▸ Your instructions: An exact printout of all the entries is required.

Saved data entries
________________________
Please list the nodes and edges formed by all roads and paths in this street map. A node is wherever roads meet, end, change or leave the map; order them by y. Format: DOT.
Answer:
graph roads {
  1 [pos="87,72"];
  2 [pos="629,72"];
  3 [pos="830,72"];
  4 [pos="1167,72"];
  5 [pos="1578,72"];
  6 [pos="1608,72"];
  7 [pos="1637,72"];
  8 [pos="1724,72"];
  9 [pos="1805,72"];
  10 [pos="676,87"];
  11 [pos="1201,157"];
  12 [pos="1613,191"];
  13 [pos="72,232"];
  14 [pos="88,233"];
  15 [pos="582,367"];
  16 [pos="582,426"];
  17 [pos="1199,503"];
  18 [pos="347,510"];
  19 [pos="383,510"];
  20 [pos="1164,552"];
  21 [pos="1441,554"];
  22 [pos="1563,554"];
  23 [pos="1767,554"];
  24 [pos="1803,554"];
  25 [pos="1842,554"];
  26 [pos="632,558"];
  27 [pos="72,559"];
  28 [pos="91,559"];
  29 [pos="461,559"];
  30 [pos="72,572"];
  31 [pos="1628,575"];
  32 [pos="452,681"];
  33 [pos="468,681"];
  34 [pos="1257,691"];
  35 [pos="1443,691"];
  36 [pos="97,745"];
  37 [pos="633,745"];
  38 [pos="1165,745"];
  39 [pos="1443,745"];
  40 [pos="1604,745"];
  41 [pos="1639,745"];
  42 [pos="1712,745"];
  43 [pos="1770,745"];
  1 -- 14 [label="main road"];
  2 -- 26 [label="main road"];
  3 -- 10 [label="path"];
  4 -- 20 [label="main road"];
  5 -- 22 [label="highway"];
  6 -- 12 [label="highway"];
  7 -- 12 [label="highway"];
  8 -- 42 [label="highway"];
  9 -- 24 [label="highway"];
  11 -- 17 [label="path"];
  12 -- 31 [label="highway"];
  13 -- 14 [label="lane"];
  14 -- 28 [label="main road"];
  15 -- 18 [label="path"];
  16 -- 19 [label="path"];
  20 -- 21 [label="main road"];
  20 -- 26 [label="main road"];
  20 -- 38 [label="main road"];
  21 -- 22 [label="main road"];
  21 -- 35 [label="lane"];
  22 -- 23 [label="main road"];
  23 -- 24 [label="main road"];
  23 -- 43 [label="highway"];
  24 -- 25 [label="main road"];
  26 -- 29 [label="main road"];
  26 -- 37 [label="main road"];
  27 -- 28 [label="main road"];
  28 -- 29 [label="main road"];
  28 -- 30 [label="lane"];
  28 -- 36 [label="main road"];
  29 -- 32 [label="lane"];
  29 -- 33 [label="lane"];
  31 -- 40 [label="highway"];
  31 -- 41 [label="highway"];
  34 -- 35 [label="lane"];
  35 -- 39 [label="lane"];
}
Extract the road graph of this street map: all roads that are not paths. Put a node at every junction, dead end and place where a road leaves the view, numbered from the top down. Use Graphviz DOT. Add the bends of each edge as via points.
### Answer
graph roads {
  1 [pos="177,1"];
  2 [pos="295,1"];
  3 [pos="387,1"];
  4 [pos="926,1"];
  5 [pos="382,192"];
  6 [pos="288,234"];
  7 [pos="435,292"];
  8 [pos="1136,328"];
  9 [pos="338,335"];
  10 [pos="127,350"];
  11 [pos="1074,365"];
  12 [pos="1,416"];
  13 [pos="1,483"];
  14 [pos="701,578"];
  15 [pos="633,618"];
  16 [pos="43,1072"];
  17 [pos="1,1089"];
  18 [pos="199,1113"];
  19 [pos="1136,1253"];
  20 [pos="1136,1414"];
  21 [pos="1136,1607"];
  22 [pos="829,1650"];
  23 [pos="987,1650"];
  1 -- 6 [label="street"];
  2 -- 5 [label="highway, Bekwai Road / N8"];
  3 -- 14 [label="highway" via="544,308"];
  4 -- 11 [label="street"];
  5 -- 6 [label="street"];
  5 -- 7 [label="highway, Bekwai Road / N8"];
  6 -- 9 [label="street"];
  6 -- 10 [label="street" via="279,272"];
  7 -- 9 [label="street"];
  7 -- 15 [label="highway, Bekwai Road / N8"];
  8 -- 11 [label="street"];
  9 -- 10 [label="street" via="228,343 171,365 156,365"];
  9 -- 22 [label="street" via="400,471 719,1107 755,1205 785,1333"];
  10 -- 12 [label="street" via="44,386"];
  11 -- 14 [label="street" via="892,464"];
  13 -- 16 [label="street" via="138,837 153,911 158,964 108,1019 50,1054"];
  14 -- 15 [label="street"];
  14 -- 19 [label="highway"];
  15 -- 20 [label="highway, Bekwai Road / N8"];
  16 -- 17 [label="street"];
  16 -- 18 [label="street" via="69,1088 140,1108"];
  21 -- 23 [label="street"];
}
________________________
▸ Task solution:
Please list the nodes and edges formed by all roads and paths in this street map. A node is wherever roads meet, end, change or leave the map; order them by y. Format: DOT.
Answer:
graph roads {
  1 [pos="87,72"];
  2 [pos="629,72"];
  3 [pos="830,72"];
  4 [pos="1167,72"];
  5 [pos="1578,72"];
  6 [pos="1608,72"];
  7 [pos="1637,72"];
  8 [pos="1724,72"];
  9 [pos="1805,72"];
  10 [pos="676,87"];
  11 [pos="1201,157"];
  12 [pos="1613,191"];
  13 [pos="72,232"];
  14 [pos="88,233"];
  15 [pos="582,367"];
  16 [pos="582,426"];
  17 [pos="1199,503"];
  18 [pos="347,510"];
  19 [pos="383,510"];
  20 [pos="1164,552"];
  21 [pos="1441,554"];
  22 [pos="1563,554"];
  23 [pos="1767,554"];
  24 [pos="1803,554"];
  25 [pos="1842,554"];
  26 [pos="632,558"];
  27 [pos="72,559"];
  28 [pos="91,559"];
  29 [pos="461,559"];
  30 [pos="72,572"];
  31 [pos="1628,575"];
  32 [pos="452,681"];
  33 [pos="468,681"];
  34 [pos="1257,691"];
  35 [pos="1443,691"];
  36 [pos="97,745"];
  37 [pos="633,745"];
  38 [pos="1165,745"];
  39 [pos="1443,745"];
  40 [pos="1604,745"];
  41 [pos="1639,745"];
  42 [pos="1712,745"];
  43 [pos="1770,745"];
  1 -- 14 [label="main road"];
  2 -- 26 [label="main road"];
  3 -- 10 [label="path"];
  4 -- 20 [label="main road"];
  5 -- 22 [label="highway"];
  6 -- 12 [label="highway"];
  7 -- 12 [label="highway"];
  8 -- 42 [label="highway"];
  9 -- 24 [label="highway"];
  11 -- 17 [label="path"];
  12 -- 31 [label="highway"];
  13 -- 14 [label="lane"];
  14 -- 28 [label="main road"];
  15 -- 18 [label="path"];
  16 -- 19 [label="path"];
  20 -- 21 [label="main road"];
  20 -- 26 [label="main road"];
  20 -- 38 [label="main road"];
  21 -- 22 [label="main road"];
  21 -- 35 [label="lane"];
  22 -- 23 [label="main road"];
  23 -- 24 [label="main road"];
  23 -- 43 [label="highway"];
  24 -- 25 [label="main road"];
  26 -- 29 [label="main road"];
  26 -- 37 [label="main road"];
  27 -- 28 [label="main road"];
  28 -- 29 [label="main road"];
  28 -- 30 [label="lane"];
  28 -- 36 [label="main road"];
  29 -- 32 [label="lane"];
  29 -- 33 [label="lane"];
  31 -- 40 [label="highway"];
  31 -- 41 [label="highway"];
  34 -- 35 [label="lane"];
  35 -- 39 [label="lane"];
}
Extract the road graph of this street map: all roads that are not paths. Put a node at every junction, dead end and place where a road leaves the view, numbered from the top down. Use Graphviz DOT. Add the bends of each edge as via points.
### Answer
graph roads {
  1 [pos="177,1"];
  2 [pos="295,1"];
  3 [pos="387,1"];
  4 [pos="926,1"];
  5 [pos="382,192"];
  6 [pos="288,234"];
  7 [pos="435,292"];
  8 [pos="1136,328"];
  9 [pos="338,335"];
  10 [pos="127,350"];
  11 [pos="1074,365"];
  12 [pos="1,416"];
  13 [pos="1,483"];
  14 [pos="701,578"];
  15 [pos="633,618"];
  16 [pos="43,1072"];
  17 [pos="1,1089"];
  18 [pos="199,1113"];
  19 [pos="1136,1253"];
  20 [pos="1136,1414"];
  21 [pos="1136,1607"];
  22 [pos="829,1650"];
  23 [pos="987,1650"];
  1 -- 6 [label="street"];
  2 -- 5 [label="highway, Bekwai Road / N8"];
  3 -- 14 [label="highway" via="544,308"];
  4 -- 11 [label="street"];
  5 -- 6 [label="street"];
  5 -- 7 [label="highway, Bekwai Road / N8"];
  6 -- 9 [label="street"];
  6 -- 10 [label="street" via="279,272"];
  7 -- 9 [label="street"];
  7 -- 15 [label="highway, Bekwai Road / N8"];
  8 -- 11 [label="street"];
  9 -- 10 [label="street" via="228,343 171,365 156,365"];
  9 -- 22 [label="street" via="400,471 719,1107 755,1205 785,1333"];
  10 -- 12 [label="street" via="44,386"];
  11 -- 14 [label="street" via="892,464"];
  13 -- 16 [label="street" via="138,837 153,911 158,964 108,1019 50,1054"];
  14 -- 15 [label="street"];
  14 -- 19 [label="highway"];
  15 -- 20 [label="highway, Bekwai Road / N8"];
  16 -- 17 [label="street"];
  16 -- 18 [label="street" via="69,1088 140,1108"];
  21 -- 23 [label="street"];
}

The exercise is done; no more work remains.